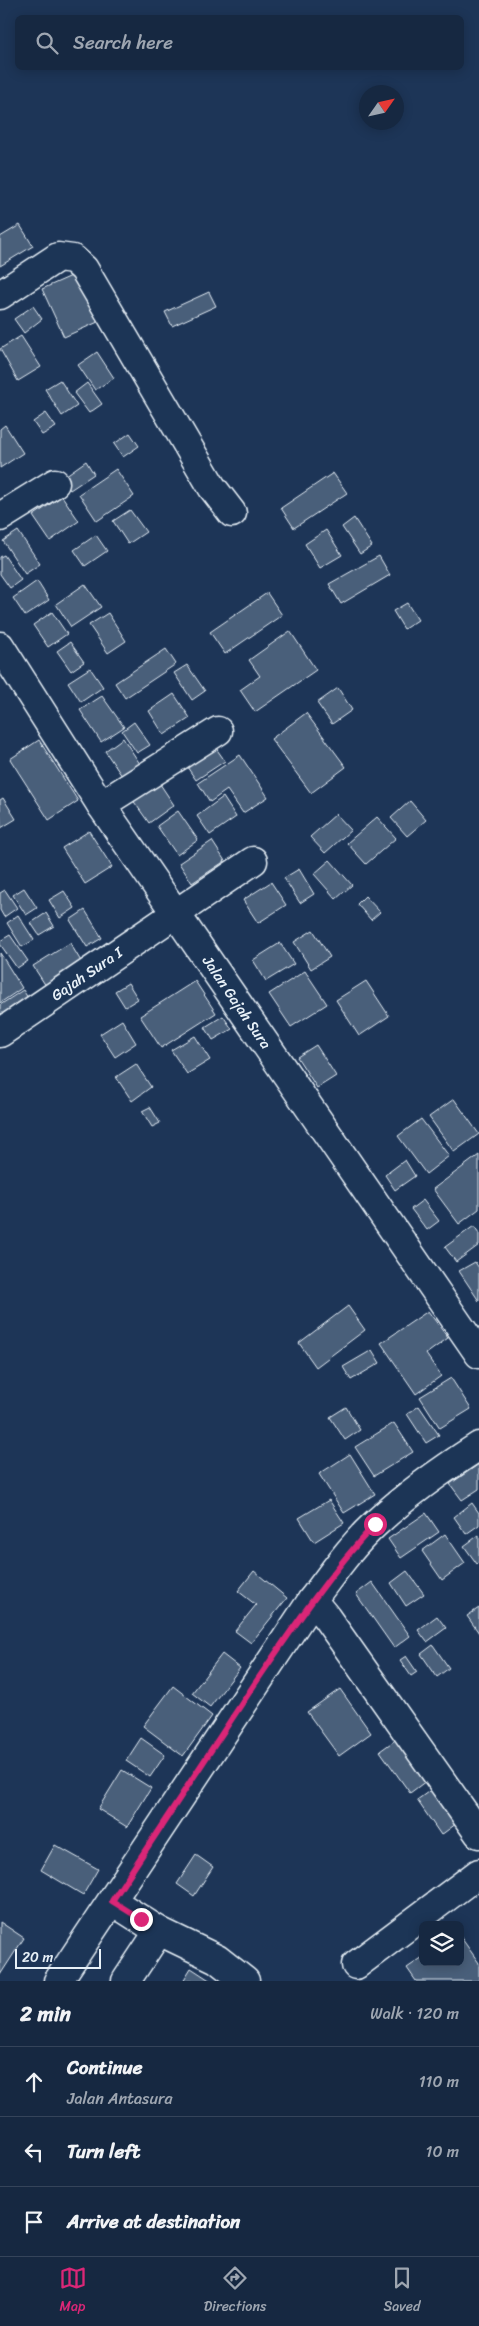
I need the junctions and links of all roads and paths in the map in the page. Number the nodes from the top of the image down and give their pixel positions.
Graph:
1 (0, 295) edge
2 (55, 483) dead end
3 (232, 514) dead end
4 (0, 517) edge
5 (0, 646) edge
6 (218, 731) dead end
7 (100, 805) junction
8 (253, 861) dead end
9 (174, 914) junction
10 (0, 1033) edge
11 (479, 1354) edge
12 (479, 1446) edge
13 (312, 1600) junction
14 (479, 1834) edge
15 (479, 1873) edge
16 (112, 1901) junction
17 (159, 1931) junction
18 (356, 1965) dead end
19 (58, 1981) edge
20 (126, 1981) edge
21 (246, 1981) edge

1 - 3 street
2 - 4 street
5 - 7 street, Jalan Gajah Sura
6 - 7 street
7 - 9 street, Jalan Gajah Sura
8 - 9 street, Gajah Sura I
9 - 10 street, Gajah Sura I
9 - 11 street, Jalan Gajah Sura
12 - 13 street
13 - 14 street
13 - 16 street
15 - 18 street
16 - 17 street
16 - 19 street
17 - 20 street
17 - 21 street

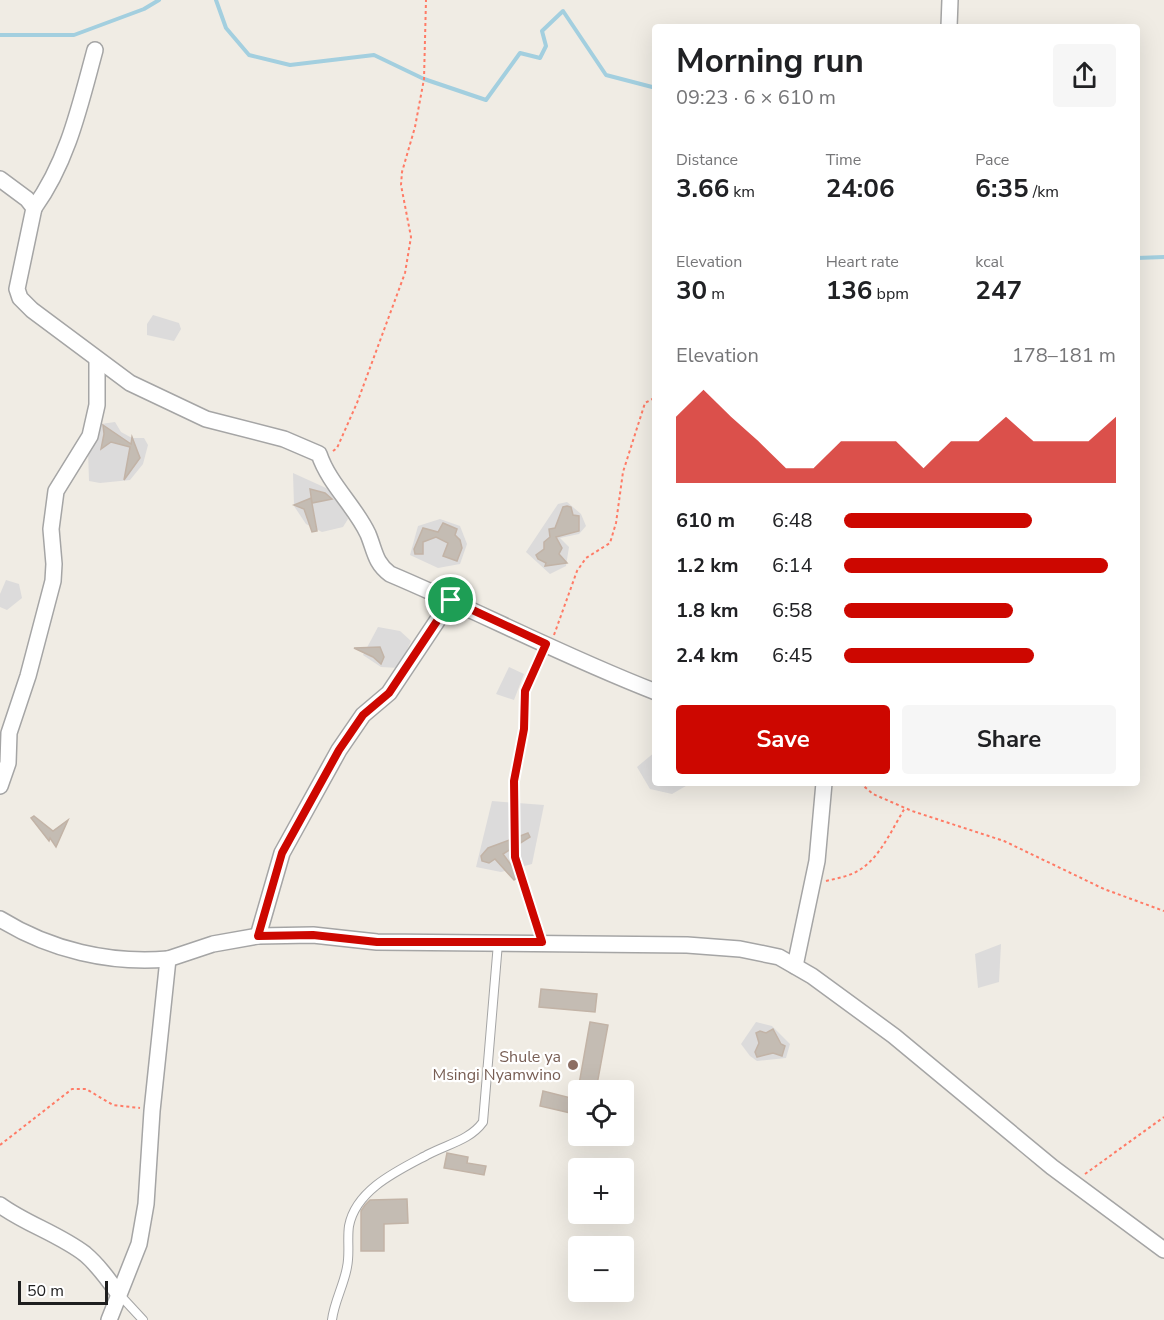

· · · ·

Problem to solve:
Copy every record exactly, dropping the images.

The answer:
I need the junctions and links of all roads and paths in the map in the page. Number the nodes from the top of the image down and give their pixel positions.
Graph:
1 (0, 295) edge
2 (55, 483) dead end
3 (232, 514) dead end
4 (0, 517) edge
5 (0, 646) edge
6 (218, 731) dead end
7 (100, 805) junction
8 (253, 861) dead end
9 (174, 914) junction
10 (0, 1033) edge
11 (479, 1354) edge
12 (479, 1446) edge
13 (312, 1600) junction
14 (479, 1834) edge
15 (479, 1873) edge
16 (112, 1901) junction
17 (159, 1931) junction
18 (356, 1965) dead end
19 (58, 1981) edge
20 (126, 1981) edge
21 (246, 1981) edge

1 - 3 street
2 - 4 street
5 - 7 street, Jalan Gajah Sura
6 - 7 street
7 - 9 street, Jalan Gajah Sura
8 - 9 street, Gajah Sura I
9 - 10 street, Gajah Sura I
9 - 11 street, Jalan Gajah Sura
12 - 13 street
13 - 14 street
13 - 16 street
15 - 18 street
16 - 17 street
16 - 19 street
17 - 20 street
17 - 21 street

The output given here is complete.